**HOW TO COMPLETE THIS TASK:**
The answer must be an exact copy of every record.

**DATA EXTRACT:**
───

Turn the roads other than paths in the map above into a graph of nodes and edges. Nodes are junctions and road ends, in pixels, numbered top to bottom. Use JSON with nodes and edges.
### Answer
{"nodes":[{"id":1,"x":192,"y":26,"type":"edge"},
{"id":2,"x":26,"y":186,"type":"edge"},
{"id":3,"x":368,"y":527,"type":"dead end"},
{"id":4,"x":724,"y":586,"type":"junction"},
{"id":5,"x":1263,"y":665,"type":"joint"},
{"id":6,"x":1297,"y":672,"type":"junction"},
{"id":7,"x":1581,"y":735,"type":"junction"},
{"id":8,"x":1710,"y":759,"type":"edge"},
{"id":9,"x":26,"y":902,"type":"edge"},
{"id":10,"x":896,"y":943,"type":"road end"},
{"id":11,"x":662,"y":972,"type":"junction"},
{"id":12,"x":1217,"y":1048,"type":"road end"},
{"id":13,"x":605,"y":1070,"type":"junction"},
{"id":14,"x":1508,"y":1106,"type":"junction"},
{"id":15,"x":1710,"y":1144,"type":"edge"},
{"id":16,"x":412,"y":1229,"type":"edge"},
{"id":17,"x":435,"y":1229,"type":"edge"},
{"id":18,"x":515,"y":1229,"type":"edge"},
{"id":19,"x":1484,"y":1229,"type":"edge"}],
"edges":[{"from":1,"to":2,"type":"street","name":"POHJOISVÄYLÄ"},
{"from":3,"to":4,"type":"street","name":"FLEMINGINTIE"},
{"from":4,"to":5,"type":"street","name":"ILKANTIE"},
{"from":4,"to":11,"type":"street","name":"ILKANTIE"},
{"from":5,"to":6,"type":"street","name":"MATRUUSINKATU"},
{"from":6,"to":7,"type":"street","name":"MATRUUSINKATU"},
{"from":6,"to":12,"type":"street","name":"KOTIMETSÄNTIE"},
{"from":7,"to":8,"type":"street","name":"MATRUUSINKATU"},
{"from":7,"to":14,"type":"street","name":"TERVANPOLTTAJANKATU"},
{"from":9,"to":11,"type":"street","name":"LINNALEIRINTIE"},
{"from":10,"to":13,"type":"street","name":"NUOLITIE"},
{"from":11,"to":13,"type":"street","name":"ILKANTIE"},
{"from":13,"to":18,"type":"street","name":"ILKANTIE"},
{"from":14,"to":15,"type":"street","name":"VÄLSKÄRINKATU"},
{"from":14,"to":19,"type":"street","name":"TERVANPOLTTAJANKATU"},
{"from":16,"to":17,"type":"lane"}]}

───

**OUTPUT FOR THIS TASK:**
Turn the roads other than paths in the map above into a graph of nodes and edges. Nodes are junctions and road ends, in pixels, numbered top to bottom. Use JSON with nodes and edges.
### Answer
{"nodes":[{"id":1,"x":192,"y":26,"type":"edge"},
{"id":2,"x":26,"y":186,"type":"edge"},
{"id":3,"x":368,"y":527,"type":"dead end"},
{"id":4,"x":724,"y":586,"type":"junction"},
{"id":5,"x":1263,"y":665,"type":"joint"},
{"id":6,"x":1297,"y":672,"type":"junction"},
{"id":7,"x":1581,"y":735,"type":"junction"},
{"id":8,"x":1710,"y":759,"type":"edge"},
{"id":9,"x":26,"y":902,"type":"edge"},
{"id":10,"x":896,"y":943,"type":"road end"},
{"id":11,"x":662,"y":972,"type":"junction"},
{"id":12,"x":1217,"y":1048,"type":"road end"},
{"id":13,"x":605,"y":1070,"type":"junction"},
{"id":14,"x":1508,"y":1106,"type":"junction"},
{"id":15,"x":1710,"y":1144,"type":"edge"},
{"id":16,"x":412,"y":1229,"type":"edge"},
{"id":17,"x":435,"y":1229,"type":"edge"},
{"id":18,"x":515,"y":1229,"type":"edge"},
{"id":19,"x":1484,"y":1229,"type":"edge"}],
"edges":[{"from":1,"to":2,"type":"street","name":"POHJOISVÄYLÄ"},
{"from":3,"to":4,"type":"street","name":"FLEMINGINTIE"},
{"from":4,"to":5,"type":"street","name":"ILKANTIE"},
{"from":4,"to":11,"type":"street","name":"ILKANTIE"},
{"from":5,"to":6,"type":"street","name":"MATRUUSINKATU"},
{"from":6,"to":7,"type":"street","name":"MATRUUSINKATU"},
{"from":6,"to":12,"type":"street","name":"KOTIMETSÄNTIE"},
{"from":7,"to":8,"type":"street","name":"MATRUUSINKATU"},
{"from":7,"to":14,"type":"street","name":"TERVANPOLTTAJANKATU"},
{"from":9,"to":11,"type":"street","name":"LINNALEIRINTIE"},
{"from":10,"to":13,"type":"street","name":"NUOLITIE"},
{"from":11,"to":13,"type":"street","name":"ILKANTIE"},
{"from":13,"to":18,"type":"street","name":"ILKANTIE"},
{"from":14,"to":15,"type":"street","name":"VÄLSKÄRINKATU"},
{"from":14,"to":19,"type":"street","name":"TERVANPOLTTAJANKATU"},
{"from":16,"to":17,"type":"lane"}]}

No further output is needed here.